By Euclidean definition the mod result must be always positive.
Ex:
int n = 5;
int x = -3;
int mod(int n, int x)
{
return ((n%x)+x)%x;
}
Output:
-1
ShreevatsaR's answer won't work for all cases, even if you add "if(m<0) m=-m;", if you account for negative dividends/divisors.
For example, -12 mod -10 will be 8, and it should be -2.

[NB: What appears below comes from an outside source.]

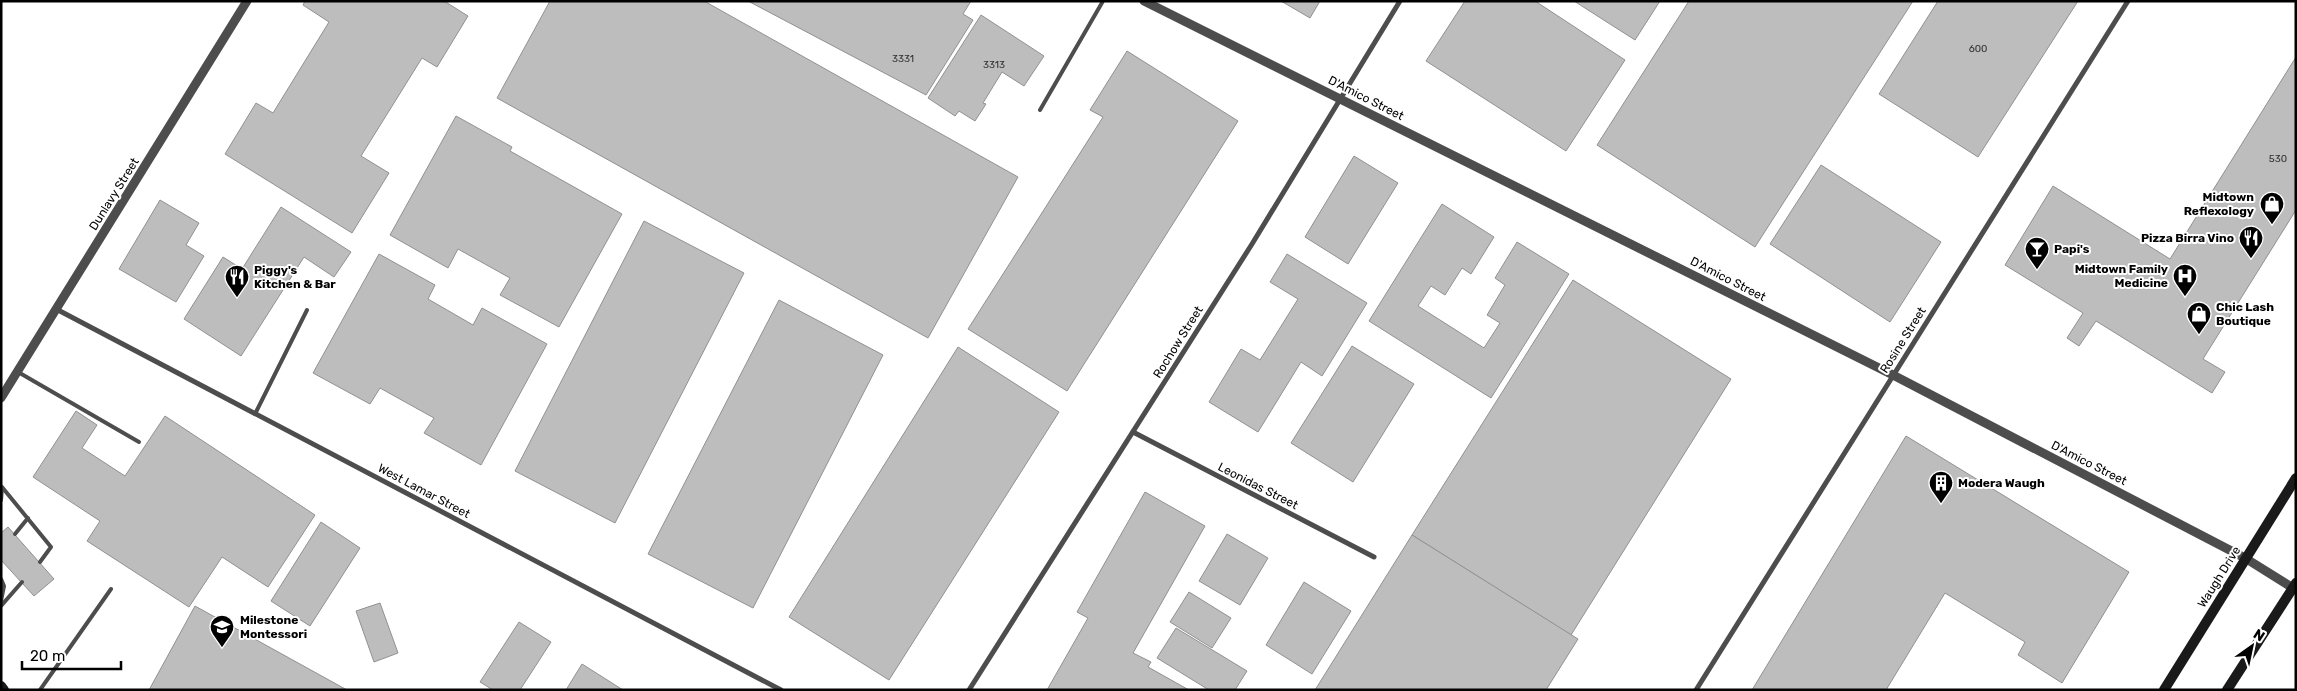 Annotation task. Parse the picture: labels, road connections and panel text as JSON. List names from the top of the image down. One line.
{"streets":{"main road":["Waugh Drive"],"street":["D'Amico Street","Dunlavy Street","Rosine Street","Rochow Street","Leonidas Street","West Lamar Street"]},"crossings":[["D'Amico Street","Rosine Street"],["D'Amico Street","Rochow Street"],["D'Amico Street","Waugh Drive"],["Dunlavy Street","West Lamar Street"],["Rochow Street","Leonidas Street"]],"places":{"shop":["Midtown Reflexology","Chic Lash Boutique"],"restaurant":["Pizza Birra Vino","Piggy's Kitchen & Bar"],"bar":["Papi's"],"hospital":["Midtown Family Medicine"],"building":["Modera Waugh"],"school or university":["Milestone Montessori"]},"house_numbers":["600","3331","3313","530"],"scale_bar":"20 m","north":"top right"}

The following implementation will work for both positive and negative dividends / divisors and complies with other implementations (namely, Java, Python, Ruby, Scala, Scheme, Javascript and Google's Calculator):
internal static class IntExtensions
{
internal static int Mod(this int a, int n)
{
if (n == 0)
throw new ArgumentOutOfRangeException("n", "(a mod 0) is undefined.");
//puts a in the [-n+1, n-1] range using the remainder operator
int remainder = a%n;
//if the remainder is less than zero, add n to put it in the [0, n-1] range if n is positive
//if the remainder is greater than zero, add n to put it in the [n-1, 0] range if n is negative
if ((n > 0 && remainder < 0) ||
(n < 0 && remainder > 0))
return remainder + n;
return remainder;
}
}
Test suite using xUnit:
[Theory]
[PropertyData("GetTestData")]
public void Mod_ReturnsCorrectModulo(int dividend, int divisor, int expectedMod)
{
Assert.Equal(expectedMod, dividend.Mod(divisor));
}
[Fact]
public void Mod_ThrowsException_IfDivisorIsZero()
{
Assert.Throws<ArgumentOutOfRangeException>(() => 1.Mod(0));
}
public static IEnumerable<object[]> GetTestData
{
get
{
yield return new object[] {1, 1, 0};
yield return new object[] {0, 1, 0};
yield return new object[] {2, 10, 2};
yield return new object[] {12, 10, 2};
yield return new object[] {22, 10, 2};
yield return new object[] {-2, 10, 8};
yield return new object[] {-12, 10, 8};
yield return new object[] {-22, 10, 8};
yield return new object[] { 2, -10, -8 };
yield return new object[] { 12, -10, -8 };
yield return new object[] { 22, -10, -8 };
yield return new object[] { -2, -10, -2 };
yield return new object[] { -12, -10, -2 };
yield return new object[] { -22, -10, -2 };
}
}
Just add your modulus (arrayLength) to the negative result of % and you'll be fine.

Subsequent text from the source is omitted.